Output of the Expressions : ++*p, *p++,*++p

One of the most complicated pointer question asked in interviews

Q. What will be the output of the pointer expressions: ++*p, *p++,*++p. And what is the difference between the three.
These kind of questions are easy to solve. But the condition is that you should know the associativity and precedence rules for the three operators namely : Postfix:”++” operator, Prefix:”++” operator and Dereference”*” operator.

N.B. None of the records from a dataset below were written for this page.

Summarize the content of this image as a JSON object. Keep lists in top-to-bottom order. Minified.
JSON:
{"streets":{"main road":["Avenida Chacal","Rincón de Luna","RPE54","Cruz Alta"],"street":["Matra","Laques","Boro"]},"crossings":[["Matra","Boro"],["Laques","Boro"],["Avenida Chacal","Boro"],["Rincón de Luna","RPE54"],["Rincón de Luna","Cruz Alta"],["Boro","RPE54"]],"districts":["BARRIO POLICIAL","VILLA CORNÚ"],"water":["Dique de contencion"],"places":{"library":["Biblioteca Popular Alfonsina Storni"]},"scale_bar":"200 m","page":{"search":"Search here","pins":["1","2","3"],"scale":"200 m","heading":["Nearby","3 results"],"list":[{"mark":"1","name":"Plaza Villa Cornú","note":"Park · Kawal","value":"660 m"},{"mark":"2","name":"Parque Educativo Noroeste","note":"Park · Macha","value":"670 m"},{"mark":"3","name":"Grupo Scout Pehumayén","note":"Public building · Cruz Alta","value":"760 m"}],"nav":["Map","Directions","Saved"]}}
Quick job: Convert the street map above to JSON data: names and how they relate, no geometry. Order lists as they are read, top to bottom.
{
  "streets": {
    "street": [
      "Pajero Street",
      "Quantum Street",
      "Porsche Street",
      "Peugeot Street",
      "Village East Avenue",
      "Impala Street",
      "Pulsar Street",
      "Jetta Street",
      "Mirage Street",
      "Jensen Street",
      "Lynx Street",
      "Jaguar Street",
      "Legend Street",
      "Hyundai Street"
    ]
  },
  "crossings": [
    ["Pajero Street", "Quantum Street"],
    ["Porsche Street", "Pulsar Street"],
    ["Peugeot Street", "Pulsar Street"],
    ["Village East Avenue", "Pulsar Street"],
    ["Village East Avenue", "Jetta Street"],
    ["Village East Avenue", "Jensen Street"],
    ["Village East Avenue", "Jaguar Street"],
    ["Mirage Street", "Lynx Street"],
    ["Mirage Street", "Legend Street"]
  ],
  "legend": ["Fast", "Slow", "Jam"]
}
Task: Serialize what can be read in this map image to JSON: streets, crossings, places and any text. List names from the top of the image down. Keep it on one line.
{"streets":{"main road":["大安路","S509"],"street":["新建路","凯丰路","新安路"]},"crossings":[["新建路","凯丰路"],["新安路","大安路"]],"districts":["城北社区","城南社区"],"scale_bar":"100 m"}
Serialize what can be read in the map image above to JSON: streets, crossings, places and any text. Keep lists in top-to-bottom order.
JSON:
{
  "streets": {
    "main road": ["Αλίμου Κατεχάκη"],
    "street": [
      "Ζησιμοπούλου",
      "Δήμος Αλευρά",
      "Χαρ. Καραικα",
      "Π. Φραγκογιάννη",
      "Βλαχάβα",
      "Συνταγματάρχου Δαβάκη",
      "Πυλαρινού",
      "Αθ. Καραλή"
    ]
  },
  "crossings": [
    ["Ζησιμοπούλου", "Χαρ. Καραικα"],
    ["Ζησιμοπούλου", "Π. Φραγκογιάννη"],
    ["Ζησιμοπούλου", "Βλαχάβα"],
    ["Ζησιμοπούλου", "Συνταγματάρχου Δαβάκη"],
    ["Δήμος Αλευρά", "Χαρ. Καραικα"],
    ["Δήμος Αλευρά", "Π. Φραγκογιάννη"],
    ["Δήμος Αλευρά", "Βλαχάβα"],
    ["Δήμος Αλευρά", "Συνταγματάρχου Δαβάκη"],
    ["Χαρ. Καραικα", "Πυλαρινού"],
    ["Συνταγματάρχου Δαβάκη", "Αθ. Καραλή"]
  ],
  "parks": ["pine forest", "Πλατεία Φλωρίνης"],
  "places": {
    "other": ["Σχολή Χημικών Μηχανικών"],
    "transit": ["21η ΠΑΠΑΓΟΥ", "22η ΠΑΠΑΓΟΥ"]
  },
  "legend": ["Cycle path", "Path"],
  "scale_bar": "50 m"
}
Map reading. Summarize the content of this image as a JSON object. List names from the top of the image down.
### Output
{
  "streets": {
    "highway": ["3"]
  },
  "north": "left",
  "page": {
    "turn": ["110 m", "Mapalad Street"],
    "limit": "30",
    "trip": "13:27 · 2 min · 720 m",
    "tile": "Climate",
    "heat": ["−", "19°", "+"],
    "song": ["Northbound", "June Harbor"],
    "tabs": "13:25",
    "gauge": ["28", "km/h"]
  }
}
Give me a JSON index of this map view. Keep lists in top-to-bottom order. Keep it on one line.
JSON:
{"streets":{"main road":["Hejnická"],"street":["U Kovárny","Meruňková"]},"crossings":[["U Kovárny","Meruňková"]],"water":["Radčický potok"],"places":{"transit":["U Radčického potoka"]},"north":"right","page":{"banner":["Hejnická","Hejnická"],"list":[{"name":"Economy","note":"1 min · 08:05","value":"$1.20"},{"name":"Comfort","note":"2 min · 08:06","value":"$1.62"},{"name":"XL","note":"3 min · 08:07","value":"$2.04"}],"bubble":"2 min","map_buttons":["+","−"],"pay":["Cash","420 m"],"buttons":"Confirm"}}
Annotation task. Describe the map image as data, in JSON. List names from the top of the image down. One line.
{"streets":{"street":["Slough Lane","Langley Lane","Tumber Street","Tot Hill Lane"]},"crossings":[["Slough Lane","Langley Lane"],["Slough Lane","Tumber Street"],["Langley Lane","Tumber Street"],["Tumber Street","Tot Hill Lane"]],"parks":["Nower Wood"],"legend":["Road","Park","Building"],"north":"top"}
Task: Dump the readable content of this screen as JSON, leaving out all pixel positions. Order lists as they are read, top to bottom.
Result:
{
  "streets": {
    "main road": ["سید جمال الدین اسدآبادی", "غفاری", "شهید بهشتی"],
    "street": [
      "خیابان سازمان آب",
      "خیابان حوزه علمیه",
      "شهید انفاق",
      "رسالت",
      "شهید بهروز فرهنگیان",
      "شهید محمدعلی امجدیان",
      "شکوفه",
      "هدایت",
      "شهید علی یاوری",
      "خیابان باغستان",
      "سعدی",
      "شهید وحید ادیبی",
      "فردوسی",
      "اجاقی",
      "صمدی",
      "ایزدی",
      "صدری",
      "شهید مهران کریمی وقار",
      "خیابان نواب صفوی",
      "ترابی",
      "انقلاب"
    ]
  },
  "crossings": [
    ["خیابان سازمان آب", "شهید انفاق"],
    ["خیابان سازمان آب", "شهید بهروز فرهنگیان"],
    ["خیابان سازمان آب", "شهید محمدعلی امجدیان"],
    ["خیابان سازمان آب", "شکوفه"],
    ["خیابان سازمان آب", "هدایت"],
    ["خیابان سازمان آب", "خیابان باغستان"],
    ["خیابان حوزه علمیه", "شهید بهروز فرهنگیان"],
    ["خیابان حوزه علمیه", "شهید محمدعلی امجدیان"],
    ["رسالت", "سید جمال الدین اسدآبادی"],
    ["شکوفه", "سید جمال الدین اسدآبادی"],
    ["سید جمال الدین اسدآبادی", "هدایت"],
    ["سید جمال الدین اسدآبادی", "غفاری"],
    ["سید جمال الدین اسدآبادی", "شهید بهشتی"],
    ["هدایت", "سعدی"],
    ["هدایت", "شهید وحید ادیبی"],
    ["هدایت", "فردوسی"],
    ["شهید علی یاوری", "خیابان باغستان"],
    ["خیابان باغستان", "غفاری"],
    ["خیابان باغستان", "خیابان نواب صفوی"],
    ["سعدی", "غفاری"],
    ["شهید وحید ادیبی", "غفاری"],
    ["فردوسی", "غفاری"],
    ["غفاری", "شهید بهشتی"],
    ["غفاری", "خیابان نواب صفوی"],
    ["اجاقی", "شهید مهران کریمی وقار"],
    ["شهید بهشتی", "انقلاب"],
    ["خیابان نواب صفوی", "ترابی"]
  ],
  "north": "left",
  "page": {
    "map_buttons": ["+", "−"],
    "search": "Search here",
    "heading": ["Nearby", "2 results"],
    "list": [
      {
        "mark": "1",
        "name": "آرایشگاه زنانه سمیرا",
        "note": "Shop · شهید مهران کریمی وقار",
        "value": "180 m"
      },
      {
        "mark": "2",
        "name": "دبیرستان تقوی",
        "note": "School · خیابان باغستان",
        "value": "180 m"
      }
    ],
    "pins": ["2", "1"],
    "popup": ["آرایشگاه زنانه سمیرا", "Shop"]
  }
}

Today I am going to explain these concepts with example

Precedence and Associativity of postfix ++, Prefix ++, *(dereference) operator

The value of such expressions (*++p, ++*p etc.) can be easily calculated by remembering following simple rules about postfix operator ++, prefix operator ++ and * (dereference) operators
1) Precedence of postfix operator ++ is higher than both * and prefix operator ++. 
Associativity of postfix operator ++ is left to right.
2)  Precedence of prefix operator ++ and *(dereference) operator is same.
Associativity of both is right to left.

Let Us Understand each of the above expressions one by one with Examples:

1 . ++*p

look at the following code:

#include <stdio.h>
int main(void)
{
    int array[] = {20, 50, 100};
    int *p = array;
    ++*p;
    printf(“*p = %d”,*p);
    return 0;
}

Explanation:
The expression ++*p has two operators of same precedence (++,*). So compiler looks for associativity. Associativity of operators is right to left. Therefore the expression is treated as ++(*p).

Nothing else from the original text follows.